Photo : Ostracon et transcription (crédit: Khirbet Qeiyafa expédition, Univ. Hébraïque de Jérusalem)
L’inscription très énigmatique a été transcrite ainsi :
Tu ne feras pas […] : Adore l’E[ternel]
Juge […] Étern[e]l: Juge […]
[…] Maître […]
cul[pa]bilité et vengeance per[d]ra un Roi
anathème […] scies [?]
Ce texte est sous forme de prophétie biblique adressée à un roi, comme le mot Roi (mélekh en hébreu, en marron sur la photo) le laisse entendre. Grâce à une analyse Carbone 14, les noyaux d’olives ont permis de dater ce site entre 1050 et 970 avant notre ère, c’est-à-dire pendant la monarchie de David. Cette mesure, quoique sujette à caution comme tout usage du Carbone 14, a cependant été confortée par la découverte de quelque 500 poignées de jarres portant une marque distinctive : les rois de Judée marquaient plus tard de leur sceau leurs propriétés, mais il semble que cette pratique ait commencé avec David.

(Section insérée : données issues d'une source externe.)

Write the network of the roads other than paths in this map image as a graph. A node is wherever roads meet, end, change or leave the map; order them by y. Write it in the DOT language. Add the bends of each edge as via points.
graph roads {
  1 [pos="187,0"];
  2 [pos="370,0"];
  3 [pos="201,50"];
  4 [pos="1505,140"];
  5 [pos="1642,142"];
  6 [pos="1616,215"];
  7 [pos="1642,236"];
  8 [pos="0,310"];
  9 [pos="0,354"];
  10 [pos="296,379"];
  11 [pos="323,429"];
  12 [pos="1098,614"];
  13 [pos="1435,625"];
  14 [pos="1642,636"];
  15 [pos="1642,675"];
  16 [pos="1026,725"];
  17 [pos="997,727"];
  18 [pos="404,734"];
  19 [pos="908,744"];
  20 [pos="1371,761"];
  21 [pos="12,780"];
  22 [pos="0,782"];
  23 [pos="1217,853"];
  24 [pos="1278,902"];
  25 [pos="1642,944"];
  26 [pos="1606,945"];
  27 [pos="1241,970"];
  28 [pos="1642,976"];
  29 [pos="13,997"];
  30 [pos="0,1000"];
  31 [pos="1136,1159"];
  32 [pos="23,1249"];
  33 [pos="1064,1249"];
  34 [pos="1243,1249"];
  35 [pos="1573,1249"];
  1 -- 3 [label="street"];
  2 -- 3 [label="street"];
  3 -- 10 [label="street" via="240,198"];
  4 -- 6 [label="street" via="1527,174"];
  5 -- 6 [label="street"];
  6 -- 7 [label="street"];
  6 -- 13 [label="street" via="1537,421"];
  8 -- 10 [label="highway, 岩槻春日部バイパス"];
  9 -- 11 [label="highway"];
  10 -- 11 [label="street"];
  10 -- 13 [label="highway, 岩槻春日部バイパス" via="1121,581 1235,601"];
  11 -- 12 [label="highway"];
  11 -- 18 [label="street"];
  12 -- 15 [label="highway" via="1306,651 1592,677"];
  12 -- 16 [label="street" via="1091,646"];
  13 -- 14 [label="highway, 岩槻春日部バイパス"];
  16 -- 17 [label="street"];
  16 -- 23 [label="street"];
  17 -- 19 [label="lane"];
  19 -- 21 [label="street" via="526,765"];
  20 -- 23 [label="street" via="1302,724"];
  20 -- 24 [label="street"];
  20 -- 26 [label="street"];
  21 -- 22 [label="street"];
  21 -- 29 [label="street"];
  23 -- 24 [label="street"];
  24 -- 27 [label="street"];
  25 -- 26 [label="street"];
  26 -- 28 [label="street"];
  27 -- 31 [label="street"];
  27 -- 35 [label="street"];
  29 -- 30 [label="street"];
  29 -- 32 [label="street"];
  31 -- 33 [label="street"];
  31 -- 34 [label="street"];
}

Les fouilles des années 2010 ont apporté d’autres découvertes surprenantes, notamment une sorte de sanctuaire portatif. Il est taillé dans la pierre (et non fait de terre cuite façonnée par l’homme) et son ouverture est faite avec un contour formé de 3 degrés. On trouve cette configuration dans le Temple de Salomon avec des linteaux à 3 degrés (I Rois 7:4). Cette façon existait déjà dans l’antiquité, par exemple sur la stèle du Code Hammourabi, pour signifier un temple ou un domaine royal. Car l’architecture est aussi un langage : toute personne devait comprendre, grâce à des éléments architecturaux, l’importance d’un lieu.
Photo : (crédit: Gabi Laron)
Du fait de la présence de deux portes dans cette cité, les archéologues ont pensé à Shaarayim, mentionnée dans la Bible, car ce nom signifie « deux portes ».
Dans Josué 15:36-37 sont énumérées des cités du territoire de Juda, dans l’ordre, Yarmout, Adoullam, Sokho, Azékah, Shaarayim. Seule Shaarayim n’était pas encore identifiée, quoique dans le même secteur géographique que les autres.
C’est le cas de Khirbet Qeiyafa.
Dans I Chroniques 4:31-32, il est écrit : « Beth-Marcabot, Haçar-Soussim, Beth-Bireï et Shaarayim. Telles furent leurs villes jusqu’au règne de David ».
Shaarayim était bien contemporaine de David mais elle n’est plus mentionnée dans la Bible après son règne ! Cela semble expliquer que le site soit mono-période, car abandonné par la suite.
Le règne de David est un passage entre deux périodes, entre la fin du bronze final et le début de l’âge du fer. Lorsqu’il accède au pouvoir, il met un terme au joug des Philistins (II Samuel 5:17-19). Ayant abouti à une période de paix, il cherche à établir une monarchie stable et reconnue. Il fonde sa capitale à Jérusalem. Il y fait monter le Tabernacle et instaure un culte avec les Lévites. Il fait fortifier ses cités en empruntant au modèle défensif cananéen, mais introduit des nouveautés comme la muraille à casemate.
Au temps de David, la vallée d’Elah formait la frontière sud du royaume. Les garnisons de ce secteur pouvaient donner l’alerte en cas d’incursion des Philistins. On peut croire que Khirbet Qeiyafa revêtait un caractère affectif pour David, car c’est de cette colline qu’il serait descendu dans la vallée pour triompher de Goliath, ce qui lui assura la renommée. Après sa mort, Salomon étend le royaume au nord et au sud grâce à des alliances. Les Philistins, déjà grandement affaiblis, ne formaient plus une menace. Garder la vallée n’avait plus de nécessité. Khirbet Qeiyafa fut probablement détruite lors de la campagne du pharaon Shoshenq au temps de Roboam (I Rois 14:25).
L’importance de Khirbet Qeiyafa repose dans le fait que le site commence au règne de David lorsqu’une nouvelle puissance régionale est en train de s’établir dans la région, avec son roi, son sceau, son culte, son architecture, voire son écriture. Le site nous offre une fenêtre sur cette transformation qui voit naître un État israélite fort pour la première fois, il y a près de 3 000 ans.